• **Task item**
Lines containing "pinky" should be pulled from the material below.

• **Material for the task**
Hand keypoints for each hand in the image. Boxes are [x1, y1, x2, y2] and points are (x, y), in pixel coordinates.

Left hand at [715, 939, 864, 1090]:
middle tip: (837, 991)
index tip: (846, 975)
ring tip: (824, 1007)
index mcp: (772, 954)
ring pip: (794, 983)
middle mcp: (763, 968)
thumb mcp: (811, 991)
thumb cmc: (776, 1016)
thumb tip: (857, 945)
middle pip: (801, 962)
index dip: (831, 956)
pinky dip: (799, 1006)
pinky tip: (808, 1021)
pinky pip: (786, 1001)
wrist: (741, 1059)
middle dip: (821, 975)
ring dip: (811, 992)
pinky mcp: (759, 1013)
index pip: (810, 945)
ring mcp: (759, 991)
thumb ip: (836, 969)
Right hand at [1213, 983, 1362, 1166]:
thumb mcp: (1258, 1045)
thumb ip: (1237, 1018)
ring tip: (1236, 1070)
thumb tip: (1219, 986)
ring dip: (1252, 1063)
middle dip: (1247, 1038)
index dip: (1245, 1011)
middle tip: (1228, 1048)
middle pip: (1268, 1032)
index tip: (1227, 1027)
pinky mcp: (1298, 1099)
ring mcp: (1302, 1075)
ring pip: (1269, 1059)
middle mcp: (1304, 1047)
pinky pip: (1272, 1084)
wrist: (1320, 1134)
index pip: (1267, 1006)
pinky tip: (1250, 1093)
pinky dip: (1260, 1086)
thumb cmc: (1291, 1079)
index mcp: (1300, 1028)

• **Worked solution**
pinky dip: (799, 1006)
pinky tip: (808, 1021)
pinky pip: (786, 1001)
pinky mcp: (759, 1013)
pinky mcp: (1298, 1099)
pinky pip: (1272, 1084)
pinky tip: (1250, 1093)
pinky dip: (1260, 1086)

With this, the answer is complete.